Another major city is preparing for the next generation of public transportation.
Washington, D.C., announced Monday the city has awarded Accenture a $184 million contract to replace the city’s existing fare collection city for its subways, trains and buses, along with public parking.
This news comes in the wake of New York City’s announcement last week that it plans to do away with its card system within the next five years.
Washington’s new system will be designed to provide a state-of-the art system for Metro customers that enables them to continue to use SmarTrip cards, while expanding fare payment to chip-enabled credit cards, federal government ID cards, and mobile phones using near field communications.
Accenture has successfully implemented similar technology in Canada and the Netherlands.
“While Metro pioneered the tap-and-go system we currently use, by today’s standards that system is cumbersome and the technology is not sustainable,” said Metro General Manager and CEO Richard Sarles. “The new technology will provide more flexibility for accounts, better reliability for riders and real choices for customers to use bank-issued payment cards, credit cards, ID cards or mobile phones to pay their Metro fares.”
The system will be built using the Accenture Fare Management Solution, based on commercial off-the-shelf software products. It will use an open architecture that supports a range of payment options and includes the flexibility for future evolution in payment technology.
Later this year, Accenture will provide a pilot program to test the new system in 10 Metrorail stations, aboard 50 branded-route Metrobuses, and in two parking lots. Additionally, 2,000 Metro riders will be selected to participate in the pilot program to test the performance and reliability of the new system.
Similarly, fare vending machines will have large, intuitive, multilingual displays and be fully ADA-compliant. Onboard Metrobus, there will be a new target for customers to tap and MetroAccess customers will be able to validate their trips using the driver’s smartphone and the customer’s ID card.
Metro anticipates lower ongoing maintenance costs as a result of the more modern, component-based technology. Travel transactions and fare calculations will be performed by a central data system that is easier to maintain and manage. In addition, a sophisticated equipment monitoring system to manage maintenance and repair functions will support higher equipment up time for customers.

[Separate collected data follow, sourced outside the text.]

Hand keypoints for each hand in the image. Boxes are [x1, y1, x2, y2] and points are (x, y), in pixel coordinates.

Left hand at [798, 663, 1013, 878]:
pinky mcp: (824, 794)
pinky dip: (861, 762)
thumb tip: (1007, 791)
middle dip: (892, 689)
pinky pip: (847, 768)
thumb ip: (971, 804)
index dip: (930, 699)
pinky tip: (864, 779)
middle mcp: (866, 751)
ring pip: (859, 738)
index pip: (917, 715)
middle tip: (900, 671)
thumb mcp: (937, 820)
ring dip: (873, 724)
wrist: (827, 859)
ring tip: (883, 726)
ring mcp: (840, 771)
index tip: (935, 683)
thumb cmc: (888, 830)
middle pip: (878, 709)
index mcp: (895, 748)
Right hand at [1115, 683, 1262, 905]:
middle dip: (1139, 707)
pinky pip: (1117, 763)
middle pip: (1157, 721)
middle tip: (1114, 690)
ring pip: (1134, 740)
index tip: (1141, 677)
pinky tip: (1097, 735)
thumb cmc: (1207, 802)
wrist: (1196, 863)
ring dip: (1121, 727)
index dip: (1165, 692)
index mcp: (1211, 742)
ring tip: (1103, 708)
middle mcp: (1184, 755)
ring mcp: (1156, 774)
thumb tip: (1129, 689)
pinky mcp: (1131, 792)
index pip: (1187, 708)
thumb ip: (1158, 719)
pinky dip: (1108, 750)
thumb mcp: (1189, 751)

“We are pleased to be working with an experienced company to bring our customers the same level of technology that we’ve all seen in the airlines and banking industries for payments,” said Metro Deputy General Manager of Administration and Chief Financial Officer Carol Kissal. “Over the next several years, customers will see new stainless steel fare gates with clamshell-like barriers and large, bright, intuitive displays to ease their entries and exits. We believe this new system will enhance the Metro experience for commuters and visitors alike.”
When fully deployed, customers will see approximately 1,000 fare gates, 450 fare vending machines, approximately 1,500 bus payment targets, approximately 160 new payment targets at parking exit lanes, and approximately 600 NEPP-compatible smartphones for MetroAccess operators.
The new system will not accept paper tickets, and Metro will continue the gradual phasing out of paper fare media.
Today, less than one in 10 Metrorail riders pay for their trip with a paper fare card.